Он оставляет филологию, перестает писать такие стихи, как здесь публикуемые, пишет о Ленине и Сталине, о стройках, об армии и флоте, газетные агитки и большие поэмы, пишет не за страх, а за совесть, в дневнике корит себя за интеллигентскую мягкотелость, но в печать пробивается нечасто: у системы было чуткое ухо, и она слышала, что голос его недостаточно чист. Сума и тюрьма его миновали, он умер иначе: в октябре 1943 г. застрелился на фронте[20].

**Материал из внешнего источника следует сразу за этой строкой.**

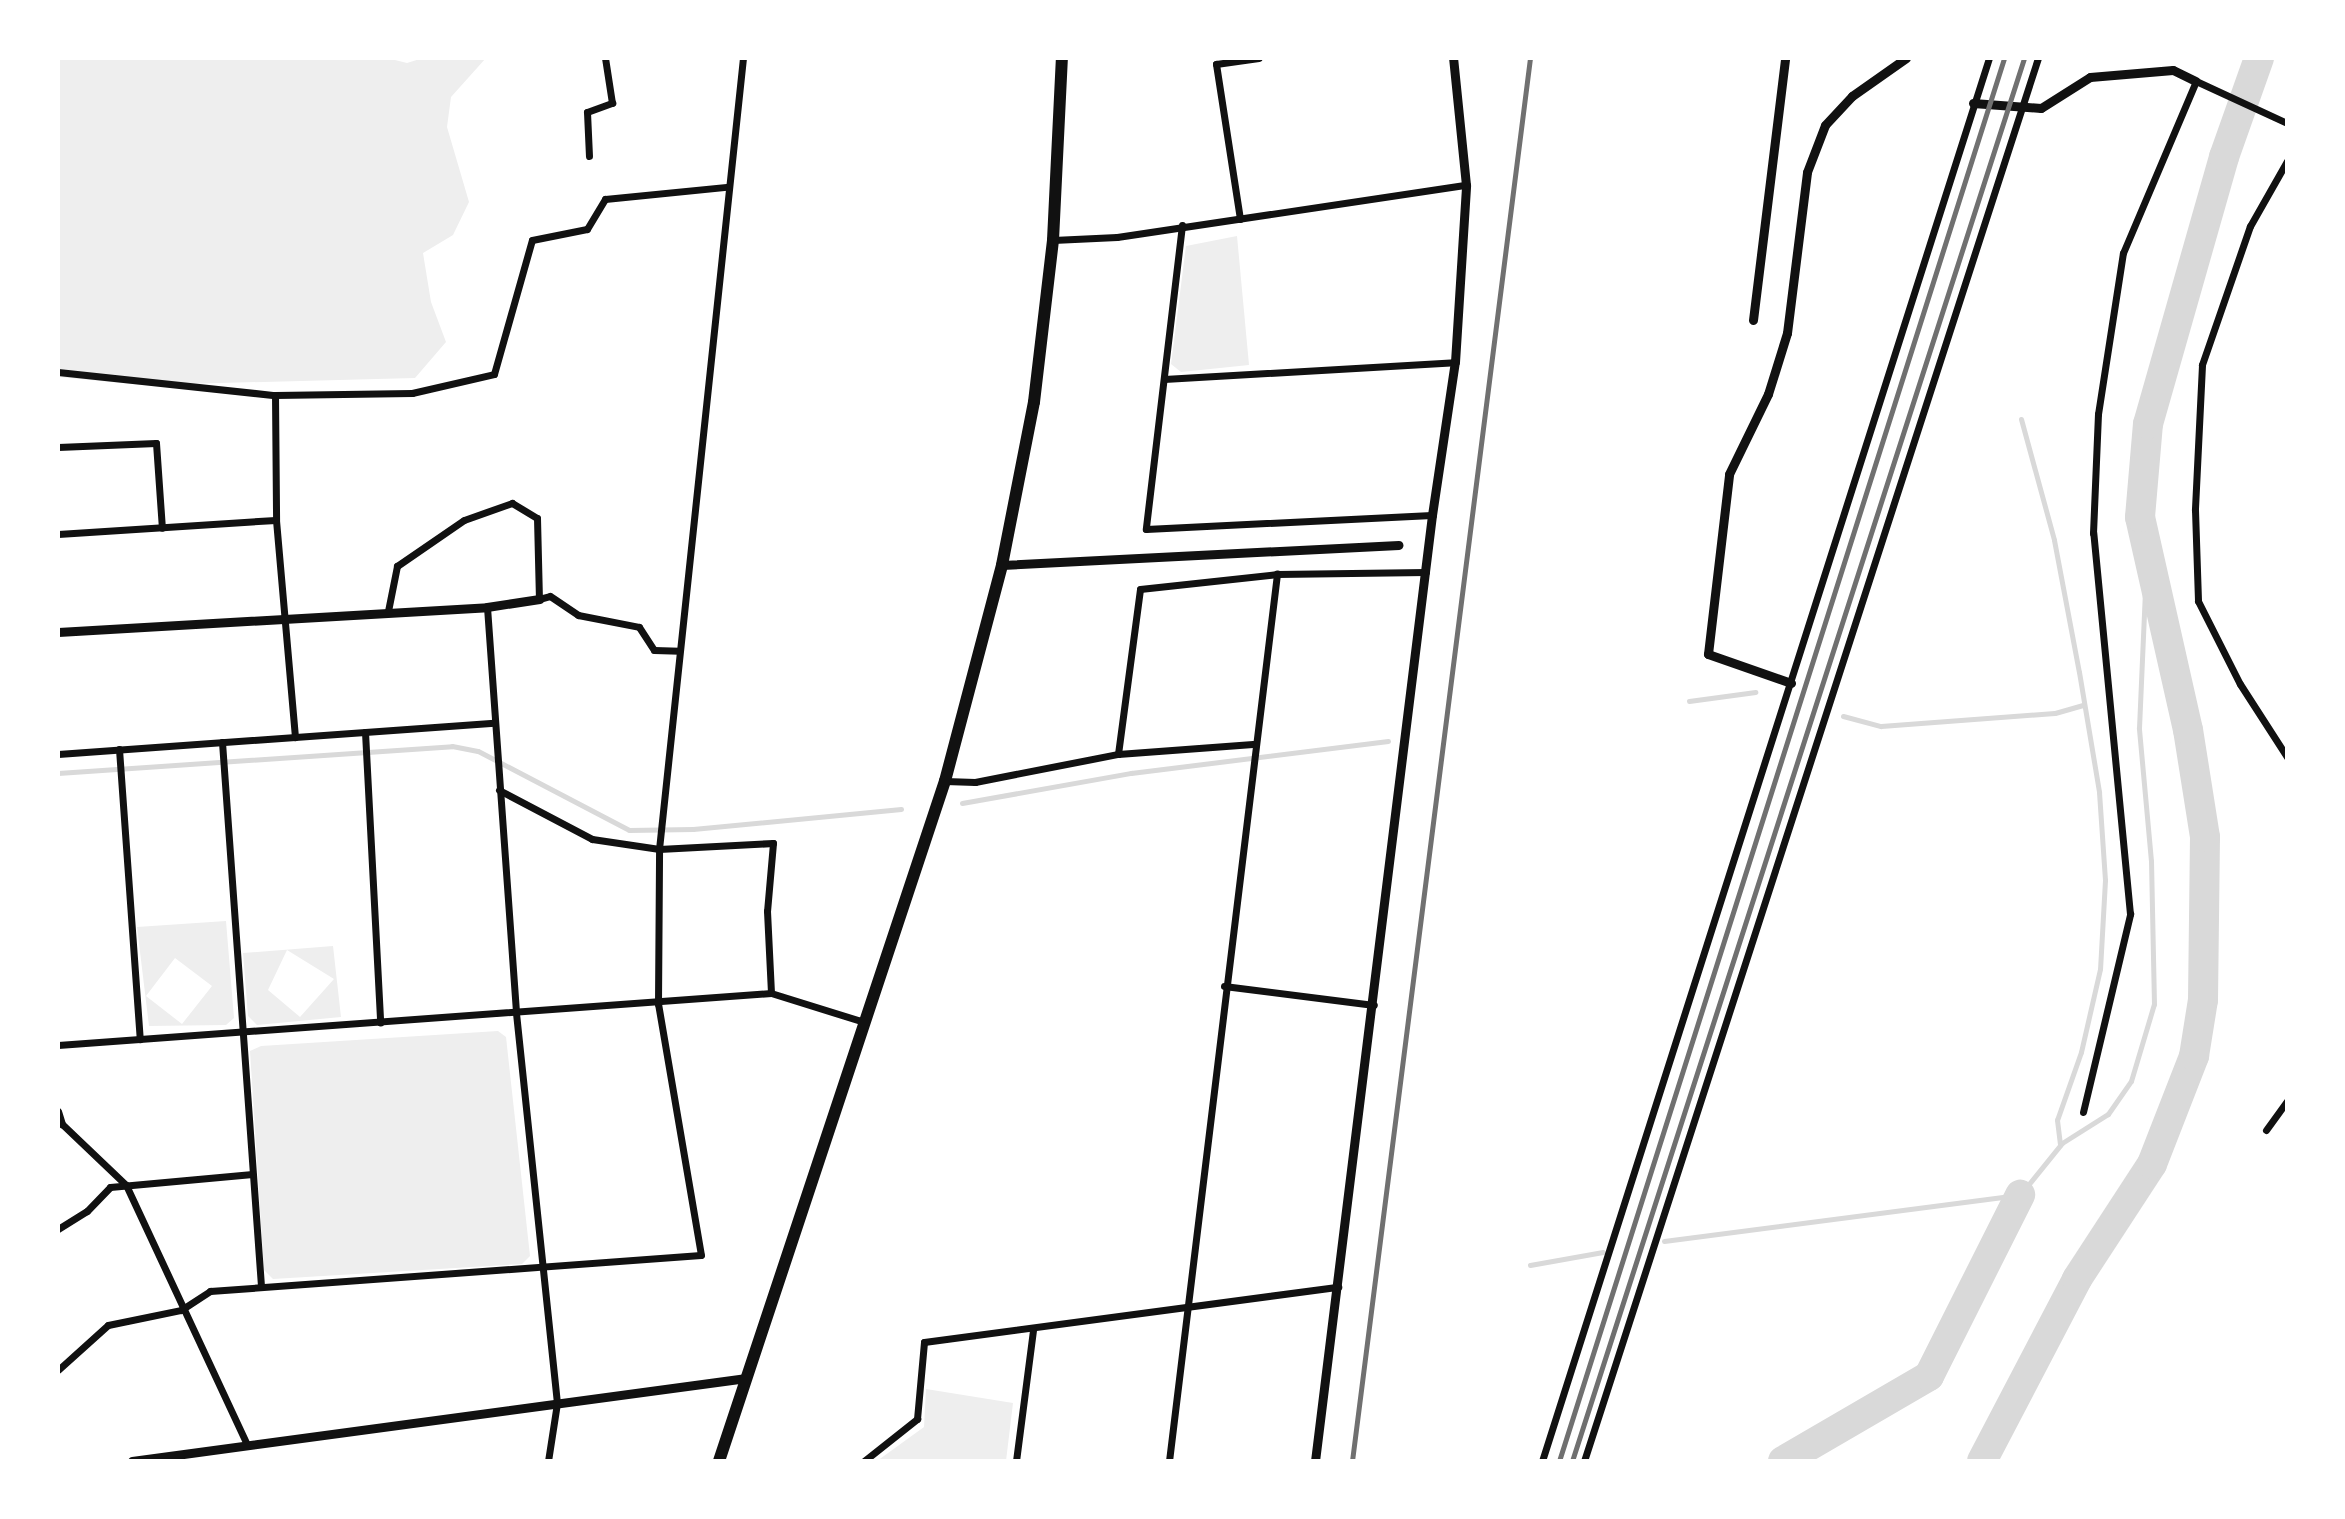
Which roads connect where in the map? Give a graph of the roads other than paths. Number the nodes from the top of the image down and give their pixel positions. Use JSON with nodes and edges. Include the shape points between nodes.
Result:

Но тут следует добавить еще, что в начале войны А. И. Ромм был мобилизован в Дунайскую военную флотилию в качестве писателя в звании интенданта II ранга. Служил на Черноморском флоте, писал пьесы, очерки, стихи. Причины его самоубийства по сей день неясны. Судя по открыткам его брата М. И. Ромма, он просил сестру не искать правды и смириться с этой смертью. По воспоминаниям современников, М. И. никогда публично не вспоминал о брате, хотя достоверно известно, что очень любил его и считал его влияние на себя огромным.
Из одного «Узла». Пастернак
Сборник «Избранные стихи» Б. Пастернака вышел в «Узле» в 1926 году. На книге, подаренной Луговскому, оставлен автограф загадочного содержания: «Хаотическому человеку в хаотической комнате в знак нежной моей любви к нему Луговскому. Б. Пастернак». Может быть, эта надпись была сделана в Староконюшенном на одном из собраний «Узла», проходившем в захламленной комнате молодого поэта.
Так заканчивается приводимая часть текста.